-- Exercise aim --
Select and copy out every line in the records containing "icon".

-- Input material --

§

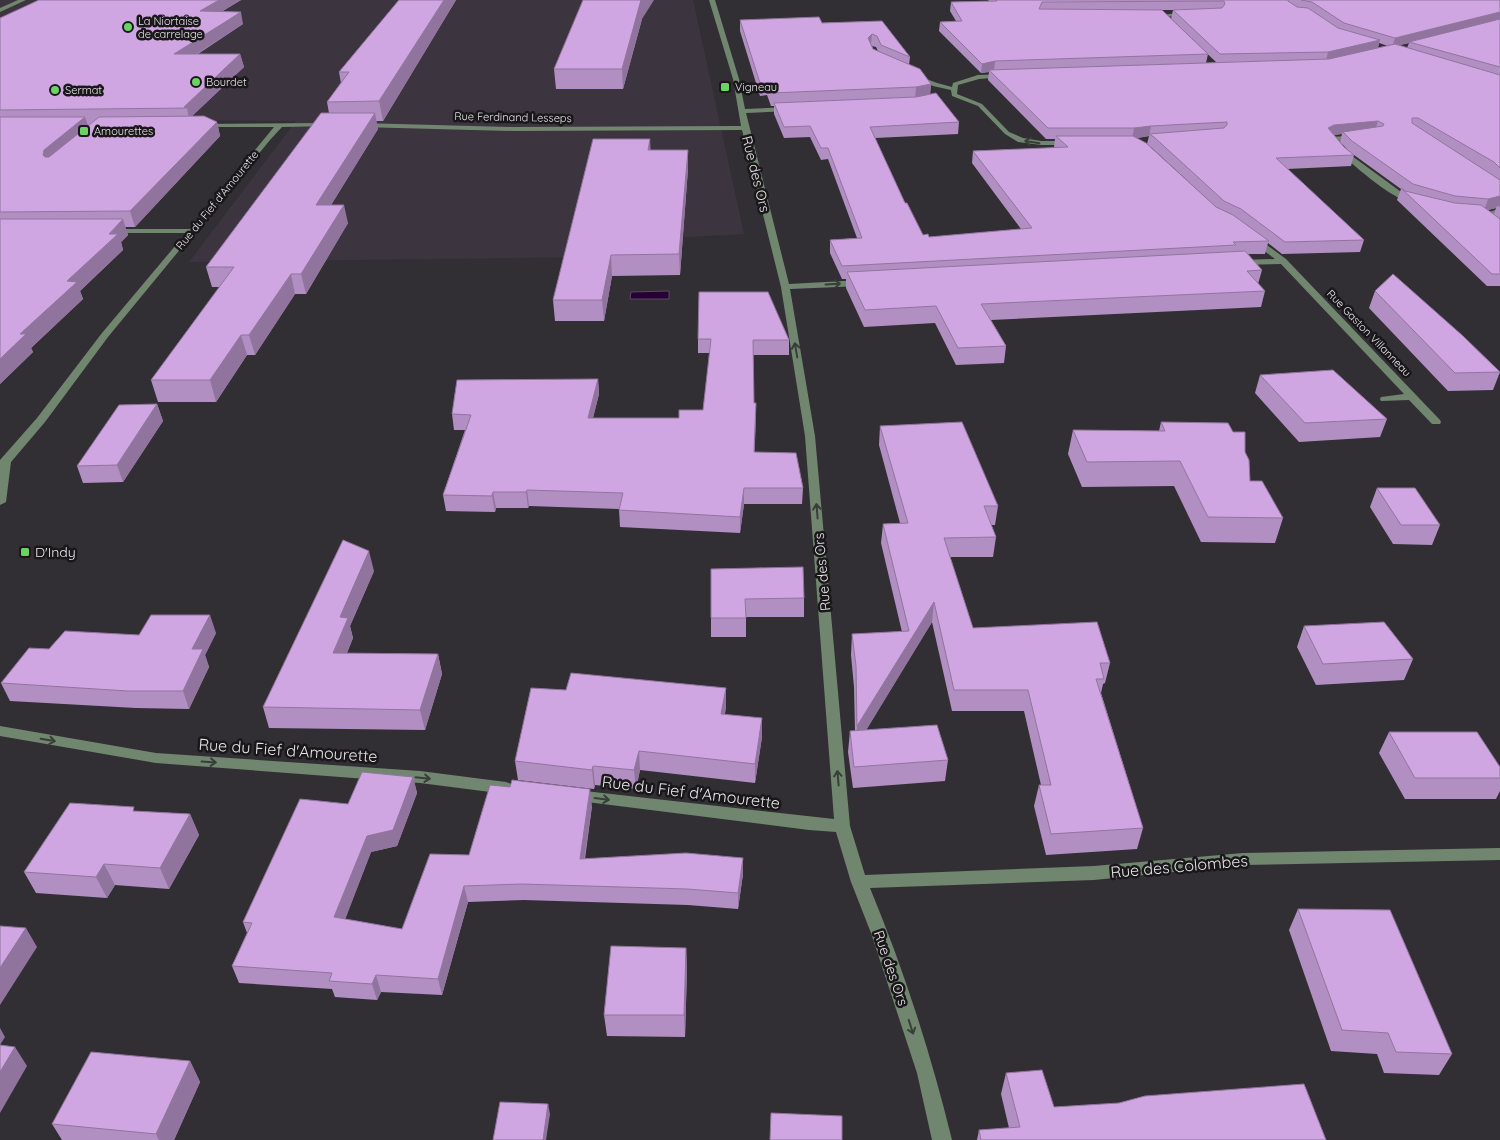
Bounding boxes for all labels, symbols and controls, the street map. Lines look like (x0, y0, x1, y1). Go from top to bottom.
place label: La Niortaise de carrelage (138, 14, 203, 41)
marker: La Niortaise de carrelage (122, 21, 134, 33)
place label: Bourdet (206, 75, 247, 89)
marker: Bourdet (190, 76, 202, 88)
place label: Vigneau (735, 80, 777, 94)
marker: Vigneau (719, 81, 731, 93)
place label: Sermat (65, 83, 102, 97)
marker: Sermat (49, 84, 61, 96)
street label: Rue Ferdinand Lesseps (454, 109, 572, 125)
place label: Amourettes (94, 124, 153, 138)
marker: Amourettes (78, 125, 90, 137)
street label: Rue des Ors (738, 134, 774, 214)
one-way arrow (1024, 136, 1040, 146)
street label: Rue du Fief d'Amourette (173, 148, 261, 252)
one-way arrow (825, 280, 841, 289)
street label: Rue Gaston Villanneau (1324, 287, 1414, 379)
one-way arrow (790, 342, 800, 358)
one-way arrow (812, 503, 821, 519)
street label: Rue des Ors (810, 532, 834, 612)
place label: D'Indy (35, 543, 76, 561)
marker: D'Indy (19, 546, 31, 558)
street label: Rue du Fief d'Amourette (198, 734, 378, 766)
one-way arrow (40, 735, 56, 745)
one-way arrow (201, 757, 217, 766)
one-way arrow (834, 770, 843, 786)
street label: Rue du Fief d'Amourette (601, 771, 781, 813)
one-way arrow (415, 773, 431, 783)
one-way arrow (594, 794, 610, 804)
street label: Rue des Colombes (1109, 850, 1249, 882)
street label: Rue des Ors (870, 928, 912, 1008)
one-way arrow (906, 1019, 916, 1035)

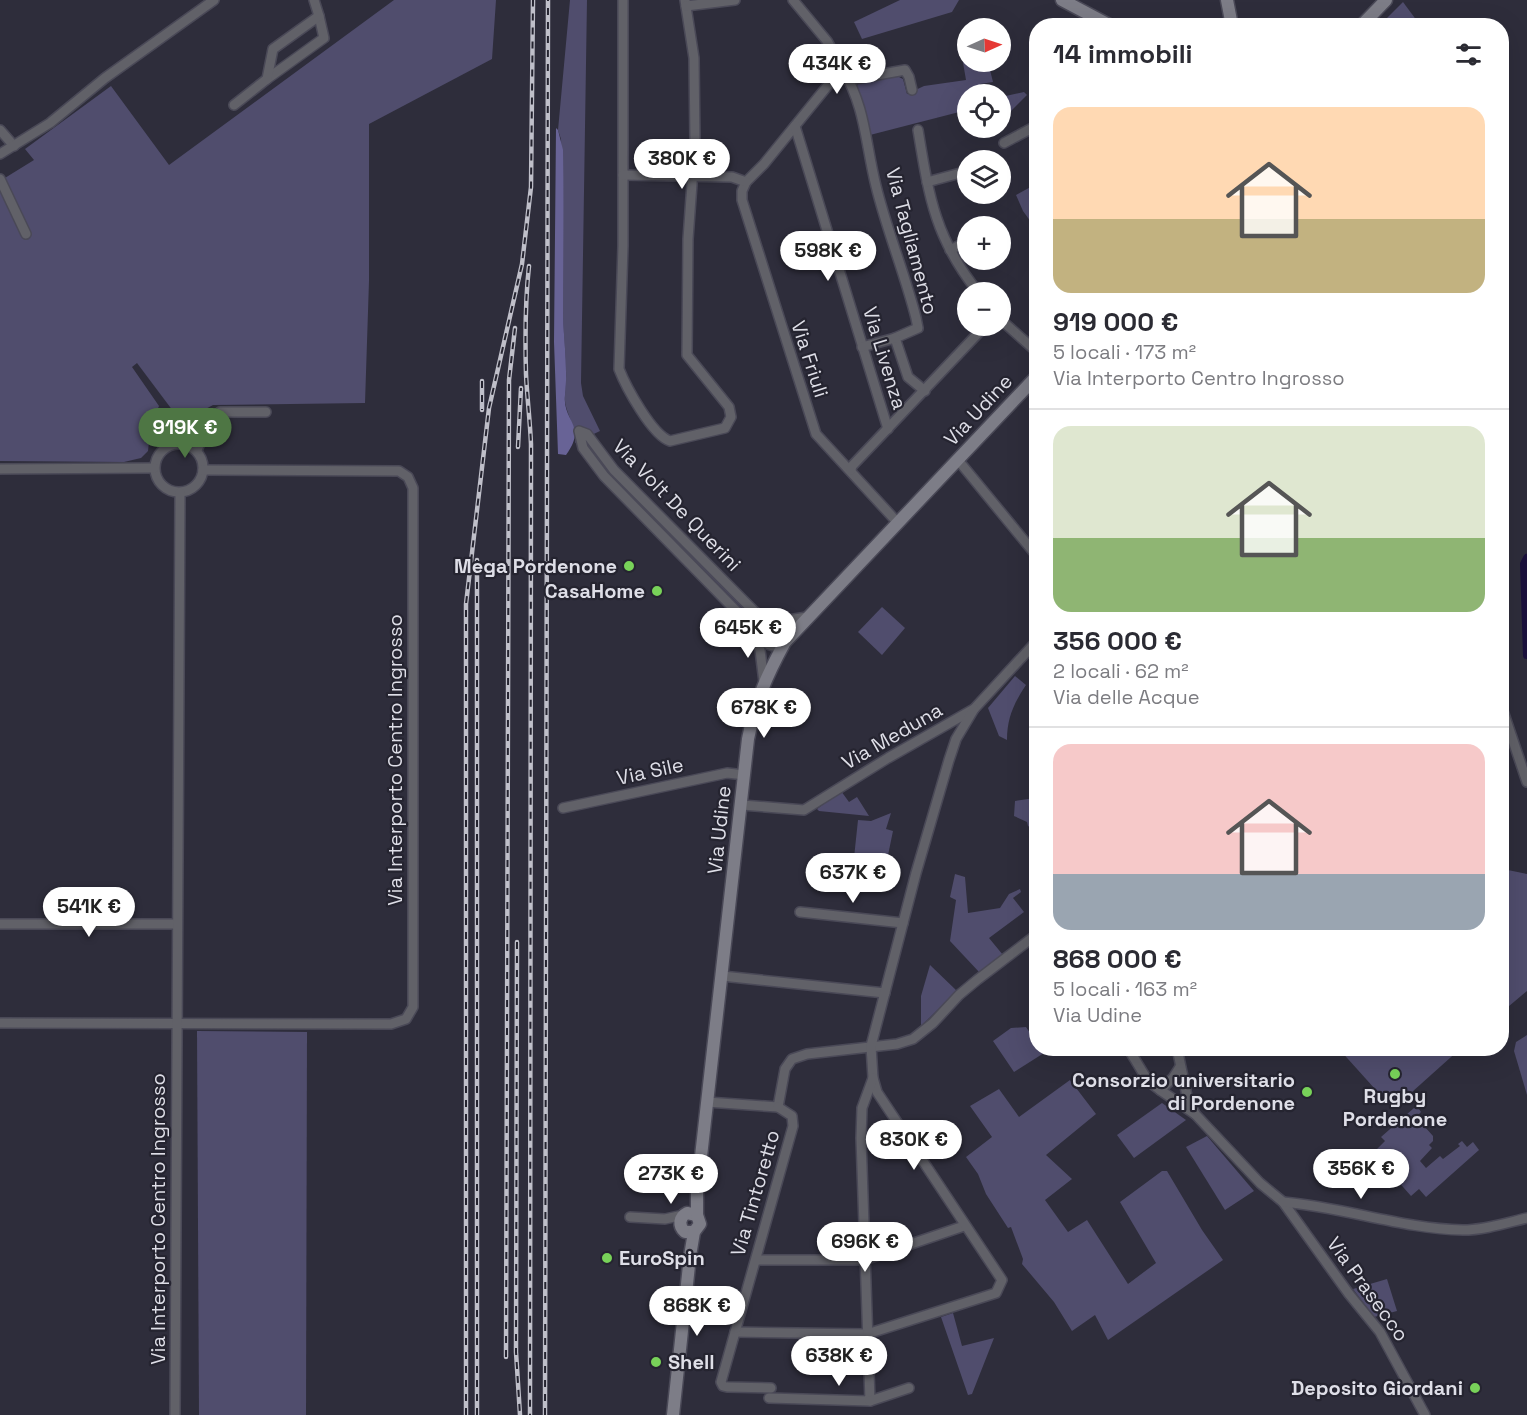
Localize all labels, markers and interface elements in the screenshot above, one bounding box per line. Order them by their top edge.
north arrow [957,18,1011,72]
map controls [957,18,1011,336]
text: 14 immobili [1053,37,1192,71]
icon: filters [1452,38,1485,71]
pin: 434K € [788,44,886,95]
text: 434K € [803,50,871,76]
button: locate [957,84,1011,138]
pin: 380K € [633,139,731,190]
text: 380K € [648,145,716,171]
icon: home [1215,146,1323,254]
button: layers [957,150,1011,204]
street label: Via Tagliamento [880,165,944,317]
button: + [957,216,1011,270]
pin: 598K € [779,231,877,282]
text: 598K € [794,237,862,263]
button: − [957,282,1011,336]
street label: Via Livenza [857,303,913,413]
text: 919 000 € [1053,305,1178,339]
street label: Via Friuli [785,317,835,401]
text: 5 locali · 173 m² [1053,339,1196,365]
text: Via Interporto Centro Ingrosso [1053,365,1345,391]
street label: Via Udine [938,369,1018,451]
pin: 919K € [136,408,234,459]
text: 919K € [153,414,217,440]
street label: Via Volt De Querini [607,433,747,577]
icon: home [1215,465,1323,573]
place label: Mega Pordenone [454,553,617,579]
marker: Mega Pordenone [622,559,636,573]
place label: CasaHome [545,578,645,604]
marker: CasaHome [650,584,664,598]
pin: 645K € [699,608,797,659]
street label: Via Interporto Centro Ingrosso [382,614,408,906]
text: 645K € [714,614,782,640]
text: 356 000 € [1053,624,1182,658]
text: 2 locali · 62 m² [1053,658,1189,684]
text: Via delle Acque [1053,684,1200,710]
pin: 678K € [715,688,813,739]
text: 678K € [731,694,797,720]
street label: Via Meduna [837,697,947,775]
street label: Via Sile [614,751,686,791]
icon: home [1215,783,1323,891]
street label: Via Udine [701,784,737,876]
pin: 637K € [804,853,902,904]
text: 637K € [820,859,886,885]
pin: 541K € [40,887,138,938]
text: 541K € [57,893,121,919]
text: 868 000 € [1053,942,1182,976]
text: 5 locali · 163 m² [1053,976,1197,1002]
text: Via Udine [1053,1002,1142,1028]
place label: Consorzio universitario di Pordenone [1072,1067,1295,1116]
marker: Rugby Pordenone [1388,1067,1402,1081]
street label: Via Interporto Centro Ingrosso [145,1073,171,1365]
place label: Rugby Pordenone [1343,1083,1447,1132]
marker: Consorzio universitario di Pordenone [1300,1085,1314,1099]
pin: 830K € [865,1120,963,1171]
text: 830K € [880,1126,948,1152]
street label: Via Tintoretto [725,1127,785,1259]
pin: 356K € [1312,1149,1410,1200]
pin: 273K € [622,1154,720,1205]
text: 356K € [1327,1155,1395,1181]
text: 273K € [638,1160,704,1186]
pin: 696K € [816,1222,914,1273]
text: 696K € [831,1228,899,1254]
street label: Via Prasecco [1321,1232,1415,1346]
place label: EuroSpin [619,1245,705,1271]
marker: EuroSpin [600,1251,614,1265]
pin: 868K € [648,1286,746,1337]
text: 868K € [663,1292,731,1318]
pin: 638K € [790,1336,888,1387]
text: 638K € [805,1342,873,1368]
place label: Shell [668,1349,715,1375]
marker: Shell [649,1355,663,1369]
place label: Deposito Giordani [1291,1375,1463,1401]
marker: Deposito Giordani [1468,1381,1482,1395]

§

-- Reply to the exercise --
icon: filters [1452,38,1485,71]
icon: home [1215,146,1323,254]
icon: home [1215,465,1323,573]
icon: home [1215,783,1323,891]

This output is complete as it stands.